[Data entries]
● ● ● ● ● ● ●

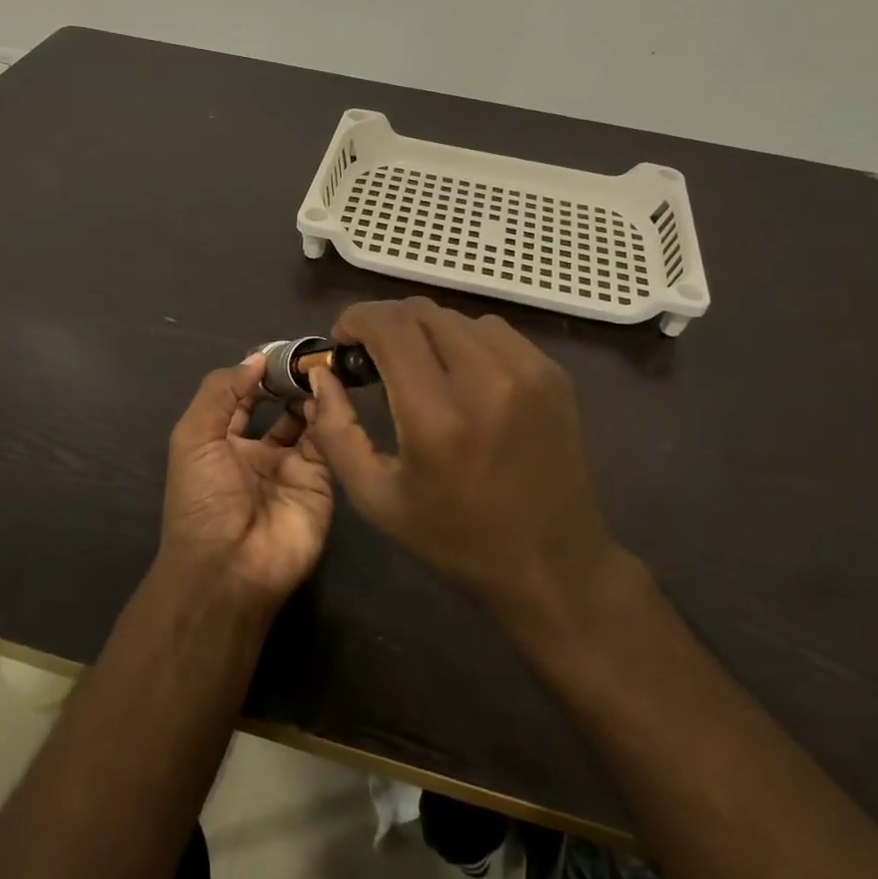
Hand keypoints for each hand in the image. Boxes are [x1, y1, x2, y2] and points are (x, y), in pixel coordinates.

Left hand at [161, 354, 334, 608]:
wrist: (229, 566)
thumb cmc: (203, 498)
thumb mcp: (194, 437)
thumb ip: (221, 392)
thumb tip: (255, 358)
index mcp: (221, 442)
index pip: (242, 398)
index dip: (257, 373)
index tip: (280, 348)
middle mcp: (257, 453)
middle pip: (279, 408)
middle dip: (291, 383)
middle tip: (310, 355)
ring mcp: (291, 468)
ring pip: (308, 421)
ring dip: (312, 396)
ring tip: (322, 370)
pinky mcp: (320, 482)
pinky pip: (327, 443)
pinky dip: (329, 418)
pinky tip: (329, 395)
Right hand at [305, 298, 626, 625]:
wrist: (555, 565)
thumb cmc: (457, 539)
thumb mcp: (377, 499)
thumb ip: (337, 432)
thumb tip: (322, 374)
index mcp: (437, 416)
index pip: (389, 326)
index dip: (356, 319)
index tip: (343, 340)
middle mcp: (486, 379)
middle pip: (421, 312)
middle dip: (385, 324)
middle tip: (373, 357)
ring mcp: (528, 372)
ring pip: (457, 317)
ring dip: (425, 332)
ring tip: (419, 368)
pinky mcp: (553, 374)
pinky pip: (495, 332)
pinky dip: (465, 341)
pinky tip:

● ● ● ● ● ● ●

> **DESCRIPTION OF THE TASK**
Return every record exactly. Pictures stay out.

> **TASK OUTPUT**
Hand keypoints for each hand in the image. Boxes are [x1, y1, x2, y2] and points are (x, y), in pixel coordinates.

Left hand at [161, 354, 334, 608]:
wrist: (229, 566)
thumb cmc: (203, 498)
thumb mcp: (194, 437)
thumb ip: (221, 392)
thumb tip: (255, 358)
index mcp: (221, 442)
index pip: (242, 398)
index dip: (257, 373)
index tip: (280, 348)
middle mcp: (257, 453)
middle pip: (279, 408)
middle dip: (291, 383)
middle tip: (310, 355)
ring mcp: (291, 468)
ring pip: (308, 421)
ring dip: (312, 396)
ring tip: (322, 370)
pinky mcp: (320, 482)
pinky pip: (327, 443)
pinky dip: (329, 418)
pinky tip: (329, 395)
Right hand at [305, 298, 626, 625]:
wrist: (555, 565)
thumb cmc: (457, 539)
thumb mcp: (377, 499)
thumb ip: (337, 432)
thumb tip: (322, 374)
index mcp: (437, 416)
index pip: (389, 326)
index dip: (356, 319)
index tip: (343, 340)
middle mcp: (486, 379)
middle pip: (421, 312)
middle dip: (385, 324)
middle tip: (373, 357)
ring mcp: (528, 372)
ring pip: (457, 317)
ring dip: (425, 332)
ring tip: (419, 368)
pinky mcp: (553, 374)
pinky pip: (495, 332)
pinky dip: (465, 341)
pinky tip:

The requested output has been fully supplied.